(The data Opens)

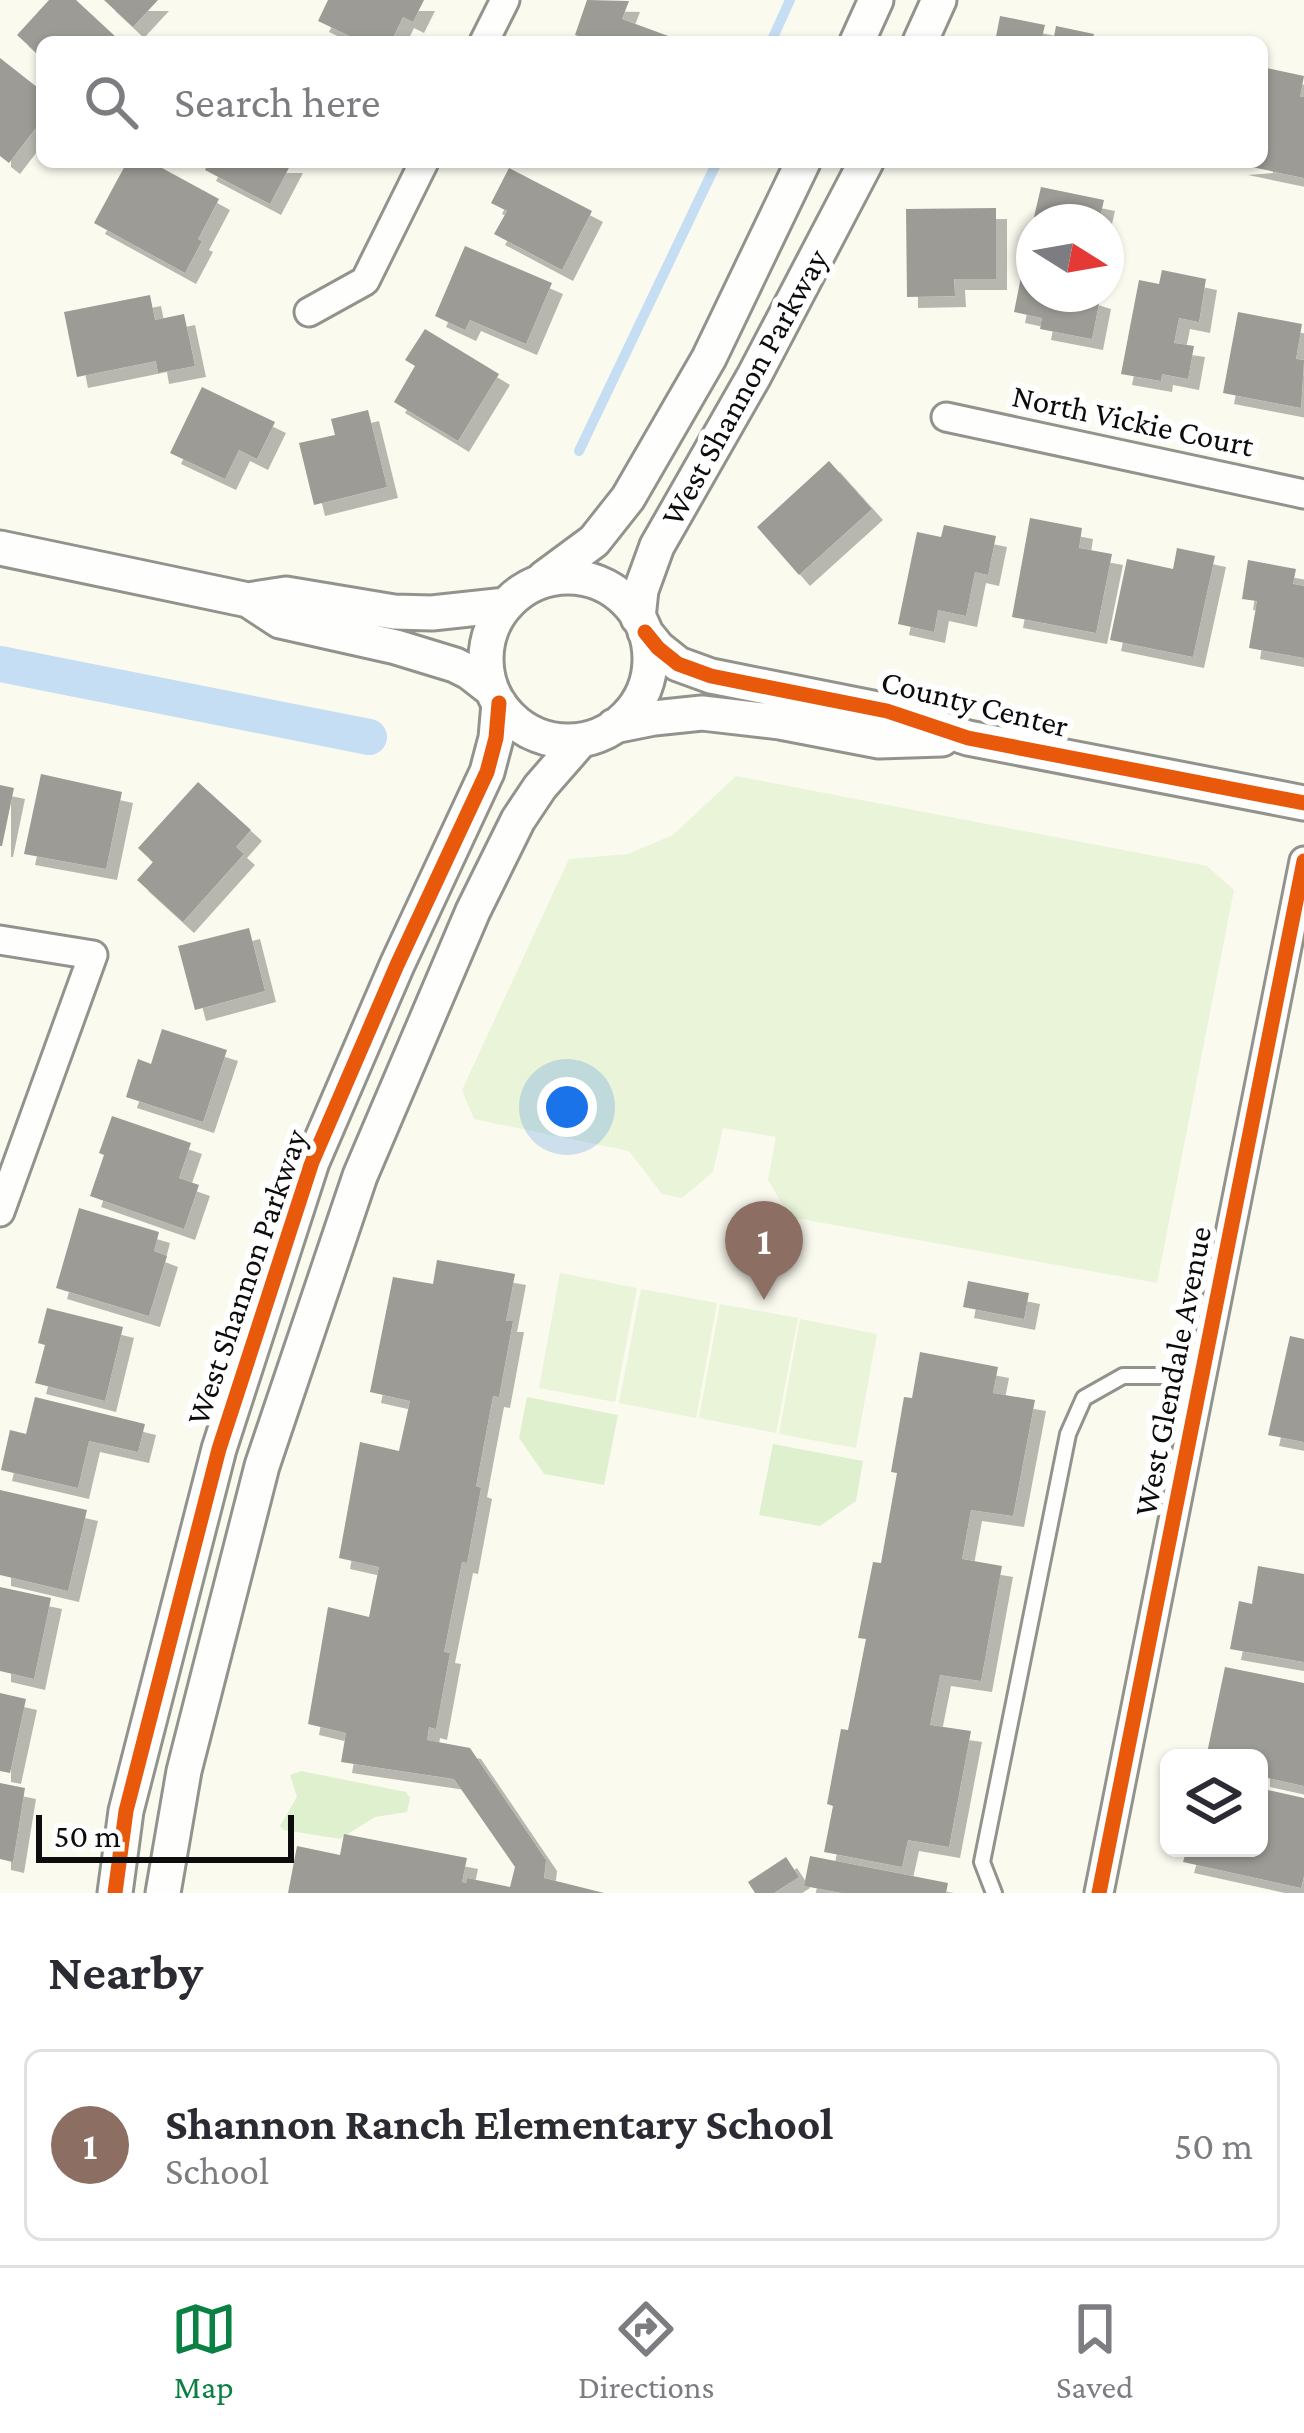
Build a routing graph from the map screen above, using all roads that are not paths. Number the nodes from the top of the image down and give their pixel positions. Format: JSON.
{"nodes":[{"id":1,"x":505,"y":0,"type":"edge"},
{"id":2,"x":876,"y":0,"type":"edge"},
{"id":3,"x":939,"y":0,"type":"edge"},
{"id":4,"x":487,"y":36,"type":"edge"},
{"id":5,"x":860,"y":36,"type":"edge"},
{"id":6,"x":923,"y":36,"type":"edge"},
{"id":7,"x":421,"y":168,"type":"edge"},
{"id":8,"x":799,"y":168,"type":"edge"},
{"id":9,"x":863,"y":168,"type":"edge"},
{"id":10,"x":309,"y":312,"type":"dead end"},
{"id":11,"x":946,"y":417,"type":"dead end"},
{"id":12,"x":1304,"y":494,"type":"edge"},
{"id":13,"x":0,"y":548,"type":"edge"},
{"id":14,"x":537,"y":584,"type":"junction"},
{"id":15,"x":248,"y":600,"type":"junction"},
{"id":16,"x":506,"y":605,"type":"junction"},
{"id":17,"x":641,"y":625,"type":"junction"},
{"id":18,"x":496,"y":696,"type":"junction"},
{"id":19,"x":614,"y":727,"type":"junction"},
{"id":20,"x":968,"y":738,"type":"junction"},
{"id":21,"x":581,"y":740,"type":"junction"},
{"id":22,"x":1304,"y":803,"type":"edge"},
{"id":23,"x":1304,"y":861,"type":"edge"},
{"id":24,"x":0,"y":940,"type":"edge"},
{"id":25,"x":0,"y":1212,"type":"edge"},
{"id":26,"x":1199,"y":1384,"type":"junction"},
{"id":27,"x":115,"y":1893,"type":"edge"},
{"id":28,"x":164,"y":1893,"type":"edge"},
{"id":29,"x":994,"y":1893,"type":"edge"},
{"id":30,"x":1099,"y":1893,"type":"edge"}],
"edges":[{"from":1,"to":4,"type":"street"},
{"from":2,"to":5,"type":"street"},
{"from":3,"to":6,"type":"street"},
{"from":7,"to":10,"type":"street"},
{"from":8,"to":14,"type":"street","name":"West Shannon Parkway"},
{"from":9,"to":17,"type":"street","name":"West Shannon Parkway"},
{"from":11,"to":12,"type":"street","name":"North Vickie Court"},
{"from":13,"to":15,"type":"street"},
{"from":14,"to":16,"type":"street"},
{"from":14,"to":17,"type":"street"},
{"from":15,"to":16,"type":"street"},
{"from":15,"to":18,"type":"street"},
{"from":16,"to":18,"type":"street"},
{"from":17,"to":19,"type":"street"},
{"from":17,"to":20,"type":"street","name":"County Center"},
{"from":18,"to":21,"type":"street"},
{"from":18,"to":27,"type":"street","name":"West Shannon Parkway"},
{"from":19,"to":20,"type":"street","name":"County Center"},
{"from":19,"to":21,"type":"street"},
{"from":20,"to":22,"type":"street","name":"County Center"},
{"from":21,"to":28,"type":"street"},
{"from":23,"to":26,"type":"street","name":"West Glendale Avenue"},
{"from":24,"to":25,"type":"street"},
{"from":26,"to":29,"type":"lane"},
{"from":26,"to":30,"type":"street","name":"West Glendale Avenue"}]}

(The data Closes)

## How to complete this task:
Your response should be each line that includes the word "Center", copied from the records.

## Solution:
{"from":17,"to":20,"type":"street","name":"County Center"},
{"from":19,"to":20,"type":"street","name":"County Center"},
{"from":20,"to":22,"type":"street","name":"County Center"},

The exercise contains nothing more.